Hackers gained access to live surveillance cameras installed at Tesla, Equinox, healthcare clinics, jails, and banks, including the Bank of Utah.
In addition to images captured from the cameras, the hacker also shared screenshots of their ability to gain root shell access to the surveillance systems used by Cloudflare and at Telsa HQ.
Hacks multiple cameras in #OperationPanopticon
According to Tillie Kottmann, a reverse engineer for the group of hackers, they gained access to these surveillance systems using a super admin account for Verkada, a surveillance company who works with all of these organizations.
Speaking to BleepingComputer, Kottmann said they found hardcoded credentials for a Verkada super admin account in exposed DevOps infrastructure.
Verkada makes enterprise security systems such as automation and IoT surveillance cameras.

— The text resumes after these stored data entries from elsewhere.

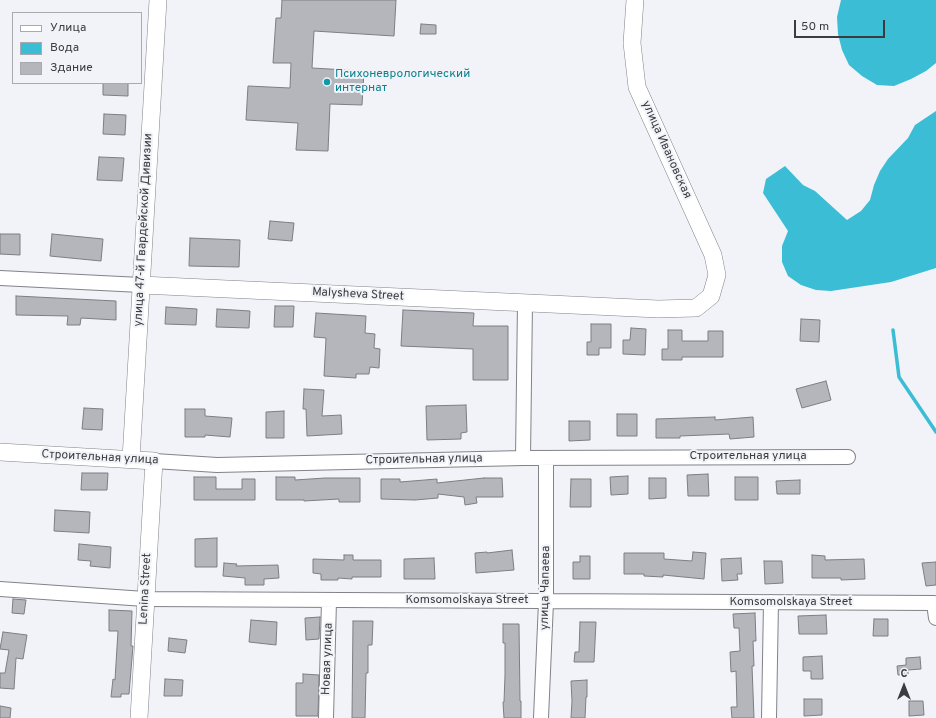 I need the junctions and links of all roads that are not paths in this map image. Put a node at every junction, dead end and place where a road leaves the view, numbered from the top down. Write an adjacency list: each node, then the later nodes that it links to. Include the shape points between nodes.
1 (158, 0): 4 (street, улица 47-й Гвардейской Дивизии)
2 (635, 0): 5 (street, улица Ивановская, via 632,43 637,87 713,255 717,275)
3 (0, 278): 4 (street, Malysheva Street)
4 (141, 285): 6 (street, Malysheva Street); 11 (street, улица 47-й Гвардейской Дивизии)
5 (712, 296): 6 (street, Malysheva Street, via 696,308 658,309)
6 (525, 303): 9 (street)
7 (0, 452): 11 (street, Строительная улица)
8 (848, 457): 10 (street, Строительная улица)
9 (523, 458): 10 (street, Строительная улица); 12 (street, Строительная улица, via 217,464)
10 (546, 458): 16 (street, улица Чапаева)
11 (131, 460): 12 (street, Строительная улица)
12 (154, 461): 14 (street, Lenina Street)
13 (0, 589): 14 (street, Komsomolskaya Street)
14 (145, 599): 15 (street, Komsomolskaya Street); 19 (street, Lenina Street)
15 (329, 600): 16 (street, Komsomolskaya Street); 20 (street, Новая улица)
16 (546, 602): 17 (street, Komsomolskaya Street); 21 (street, улица Чапаева)
17 (771, 602): 18 (street, Komsomolskaya Street, via 934,604); 22 (street)
18 (936, 618)
19 (139, 718)
20 (326, 718)
21 (541, 718)
22 (768, 718) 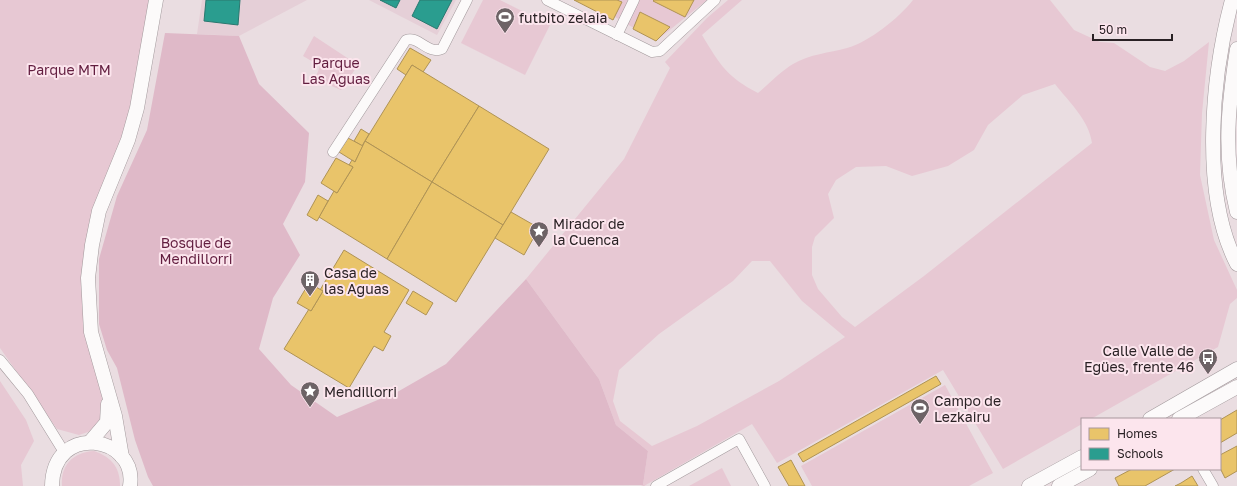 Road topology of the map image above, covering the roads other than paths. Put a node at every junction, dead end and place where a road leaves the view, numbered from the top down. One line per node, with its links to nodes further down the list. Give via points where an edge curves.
1 (156, 0): 14 (street, via 137,108 128,140 99,211 92,244 88,278 91,332)
2 (467, 0): 9 (street, via 442,49 432,50 411,39 406,40)
3 (547, 0): 7 (street)
4 (634, 0): 7 (street)
5 (714, 0): 7 (street, via 660,51 652,52)
6 (1232, 0): 11 (street, via 1224,28 1217,79 1214,156 1215,191 1229,249)
7 (617, 35)
8 (1237, 49): 10 (street, via 1227,140 1230,183)
9 (333, 152)
10 (1237, 212)
11 (1237, 264)
12 (0, 360): 19 (street, via 28,394)
13 (1237, 369): 16 (street)
14 (106, 383): 18 (street, via 107,422); 20 (street)
15 (1237, 388): 17 (street)
16 (1152, 418)
17 (1181, 418)
18 (90, 442): 19 (street, via 72,446); 20 (street, via 102,444)
19 (64, 452): 25 (street, via 56,462)
20 (122, 456): 26 (street, via 128,468)
21 (1081, 458): 29 (street)
22 (1088, 470): 24 (street)
23 (1204, 470): 30 (street)
24 (1062, 485)
25 (52, 486)
26 (130, 486)
27 (656, 486): 28 (street, via 739,439)
28 (765, 486)
29 (1029, 486)
30 (1213, 486) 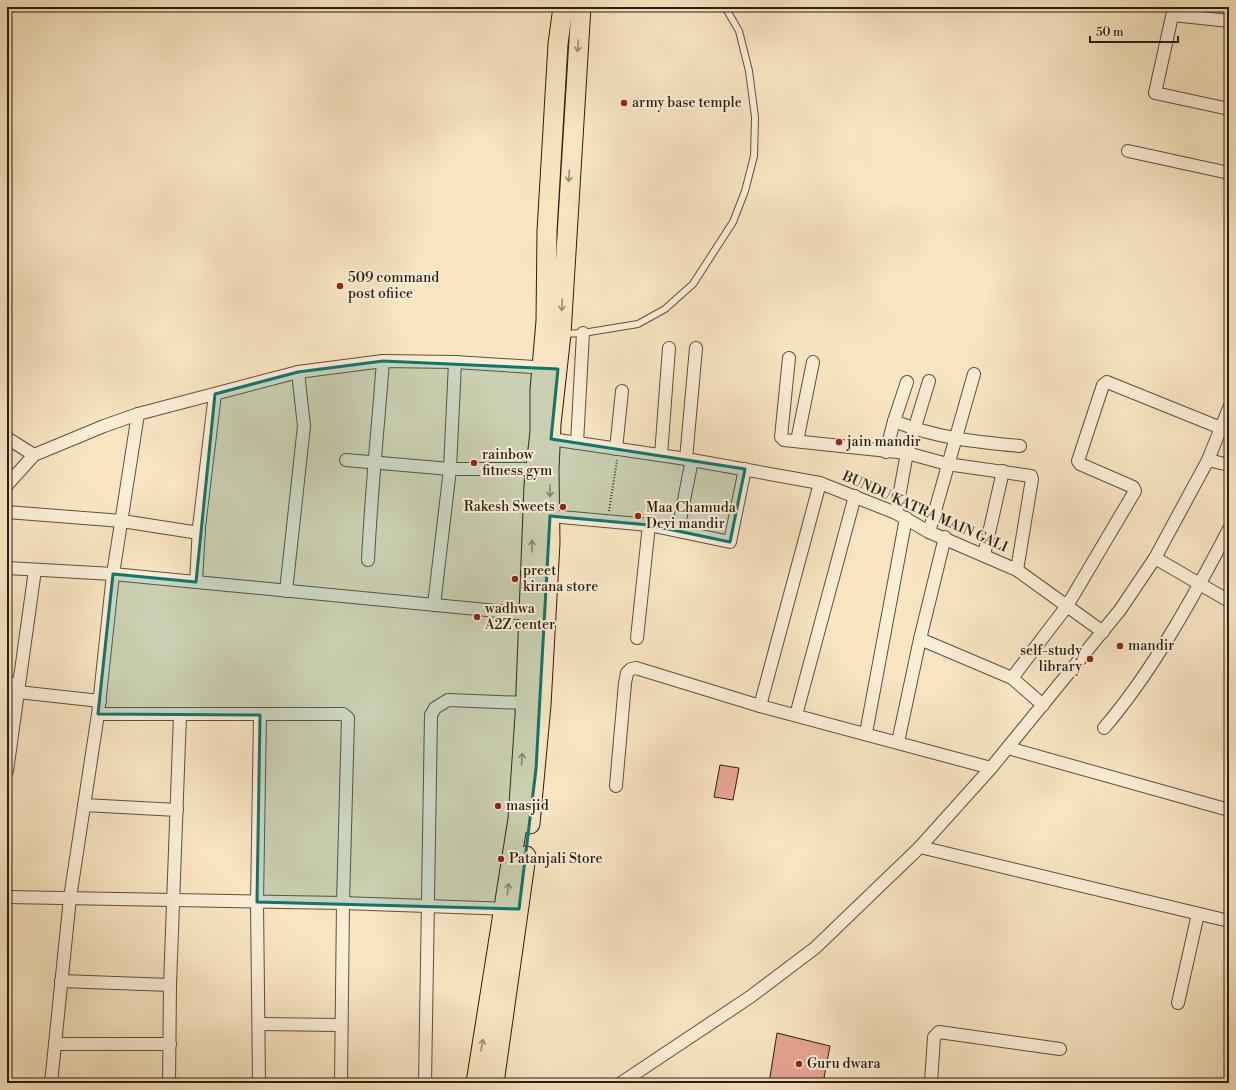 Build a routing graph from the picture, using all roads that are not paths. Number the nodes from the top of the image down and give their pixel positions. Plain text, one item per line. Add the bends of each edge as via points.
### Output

The company is also known to provide services to Tesla.
This afternoon Kottmann teased by posting multiple images allegedly captured from surveillance cameras at Equinox, Tesla, and the Bank of Utah.
In the same Twitter thread, Kottmann shared images of what appeared to be root access to a Linux operating system. From these images, you can see the MAC address of one of the network cards, which corresponds to equipment developed by surveillance company Verkada.

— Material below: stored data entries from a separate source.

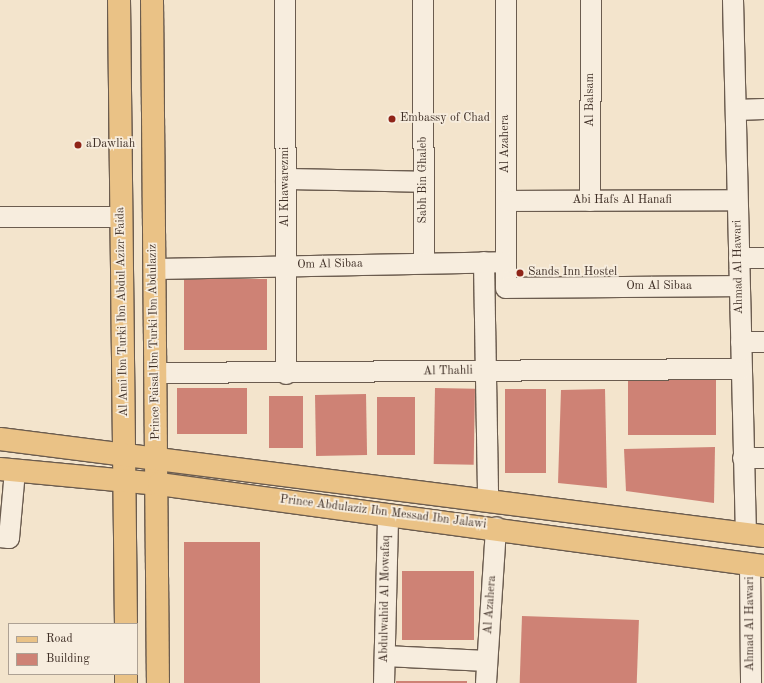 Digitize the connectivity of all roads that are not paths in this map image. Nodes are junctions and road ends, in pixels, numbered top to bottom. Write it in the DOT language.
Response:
graph roads {
  1 [pos="119,0"];
  2 [pos="152,0"];
  3 [pos="285,0"];
  4 [pos="423,0"];
  5 [pos="506,0"];
  6 [pos="591,0"];
  7 [pos="733,0"];
  8 [pos="764,109"];
  9 [pos="736,110"];
  10 [pos="286,179"];
  11 [pos="424,182"];
  12 [pos="738,200"];
  13 [pos="506,201"];
  14 [pos="590,201"];
  15 [pos="0,217"];
  16 [pos="122,217"];
  17 [pos="739,258"];
  18 [pos="764,258"];
  19 [pos="484,262"];
  20 [pos="506,262"];
  21 [pos="424,264"];
  22 [pos="286,266"];
  23 [pos="154,269"];
  24 [pos="739,286"];
  25 [pos="506,288"];
  26 [pos="741,342"];
  27 [pos="764,342"];
  28 [pos="741,369"];
  29 [pos="486,372"];
  30 [pos="155,373"];
  31 [pos="286,374"];
  32 [pos="0,439"];
  33 [pos="125,457"];
  34 [pos="743,458"];
  35 [pos="764,458"];
  36 [pos="158,460"];
  37 [pos="8,470"];
  38 [pos="125,481"];
  39 [pos="159,484"];
  40 [pos="6,492"];
  41 [pos="488,499"];
  42 [pos="388,515"];
  43 [pos="496,527"];
  44 [pos="755,535"];
  45 [pos="0,537"];
  46 [pos="757,565"];
  47 [pos="126,623"];
  48 [pos="385,656"];
  49 [pos="487,661"];
  50 [pos="158,683"];
  51 [pos="384,683"];
  52 [pos="486,683"];
  53 [pos="751,683"];
  1 -- 16 [label="main road, Al Ami Ibn Turki Ibn Abdul Azizr Faida"];
  2 -- 23 [label="main road, Prince Faisal Ibn Turki Ibn Abdulaziz"];
  3 -- 10 [label="street, Al Khawarezmi"];
  4 -- 11 [label="street, Sabh Bin Ghaleb"];
  5 -- 13 [label="street, Al Azahera"];
  6 -- 14 [label="street, Al Balsam"];
  7 -- 9 [label="street, Ahmad Al Hawari"];
  8 -- 9 [label="street"];
  9 -- 12 [label="street, Ahmad Al Hawari"];
  10 -- 11 [label="street"];
  10 -- 22 [label="street, Al Khawarezmi"];
  11 -- 21 [label="street, Sabh Bin Ghaleb"];
  12 -- 14 [label="street, Abi Hafs Al Hanafi"];
  12 -- 17 [label="street, Ahmad Al Hawari"];
  13 -- 14 [label="street, Abi Hafs Al Hanafi"];
  13 -- 20 [label="street, Al Azahera"];
  15 -- 16 [label="street"];
  16 -- 33 [label="main road, Al Ami Ibn Turki Ibn Abdul Azizr Faida"];
  17 -- 18 [label="street"];
  17 -- 24 [label="street, Ahmad Al Hawari"];
  19 -- 20 [label="street, Om Al Sibaa"];
  19 -- 21 [label="street, Om Al Sibaa"];
  19 -- 29 [label="street"];
  20 -- 25 [label="street, Al Azahera"];
  21 -- 22 [label="street, Om Al Sibaa"];
  22 -- 23 [label="street, Om Al Sibaa"];
  22 -- 31 [label="street, Al Khawarezmi"];
  23 -- 30 [label="main road, Prince Faisal Ibn Turki Ibn Abdulaziz"];
  24 -- 25 [label="street, Om Al Sibaa"];
  24 -- 26 [label="street, Ahmad Al Hawari"];
  26 -- 27 [label="street"];
  26 -- 28 [label="street, Ahmad Al Hawari"];
  28 -- 29 [label="street, Al Thahli"];
  28 -- 34 [label="street, Ahmad Al Hawari"];
  29 -- 31 [label="street, Al Thahli"];
  29 -- 41 [label="street"];
  30 -- 31 [label="street, Al Thahli"];
  30 -- 36 [label="main road, Prince Faisal Ibn Turki Ibn Abdulaziz"];
  32 -- 33 [label="main road"];
  33 -- 36 [label="main road"];
  33 -- 38 [label="main road, Al Ami Ibn Turki Ibn Abdul Azizr Faida"];
  34 -- 35 [label="street"];
  34 -- 44 [label="street, Ahmad Al Hawari"];
  36 -- 39 [label="main road, Prince Faisal Ibn Turki Ibn Abdulaziz"];
  36 -- 41 [label="main road"];
  37 -- 38 [label="main road, Prince Abdulaziz Ibn Messad Ibn Jalawi"];
  37 -- 40 [label="street"];
  38 -- 39 [label="main road, Prince Abdulaziz Ibn Messad Ibn Jalawi"];
  38 -- 47 [label="main road, Al Ami Ibn Turki Ibn Abdul Azizr Faida"];
  39 -- 42 [label="main road, Prince Abdulaziz Ibn Messad Ibn Jalawi"];
  39 -- 50 [label="main road, Prince Faisal Ibn Turki Ibn Abdulaziz"];
  40 -- 45 [label="street"];
  41 -- 44 [label="main road"];
  42 -- 43 [label="main road, Prince Abdulaziz Ibn Messad Ibn Jalawi"];
  42 -- 48 [label="street, Abdulwahid Al Mowafaq"];
  43 -- 46 [label="main road, Prince Abdulaziz Ibn Messad Ibn Jalawi"];
  43 -- 49 [label="street, Al Azahera"];
  46 -- 53 [label="street, Ahmad Al Hawari"];
  48 -- 49 [label="street"];
  48 -- 51 [label="street, Abdulwahid Al Mowafaq"];
  49 -- 52 [label="street, Al Azahera"];
}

After Bloomberg News, who first reported on this attack, contacted Verkada, the hackers lost access to the hacked super admin account.
“We have disabled all internal administrator accounts to prevent any unauthorized access. Our internal security team and external security firm are investigating the scale and scope of this issue, and we have notified law enforcement,” Verkada told BleepingComputer in a statement.
Cloudflare told BleepingComputer that the cameras were located in offices that have been closed for several months and that the breach has no impact on their customers.
“This afternoon we were alerted that the Verkada security camera system that monitors main entry points and main thoroughfares in a handful of Cloudflare offices may have been compromised. The cameras were located in a handful of offices that have been officially closed for several months.
As soon as we became aware of the compromise, we disabled the cameras and disconnected them from office networks. To be clear, this incident does not impact Cloudflare products and we have no reason to believe that an incident involving office security cameras would impact customers.” – Cloudflare
The hashtag #OperationPanopticon associated with this cyberattack refers to Panopticon, a philosophical design concept.
Panopticon refers to a design of such a building in which captives (e.g., prisoners) cannot tell whether they are being watched by security personnel or not at a given moment.
This means, in a building with a large number of inmates, it may be impossible for one guard to monitor all of the inmates at the same time, yet because of the panopticon design ideology, every prisoner may fear being watched for they have no way of knowing if they are being watched.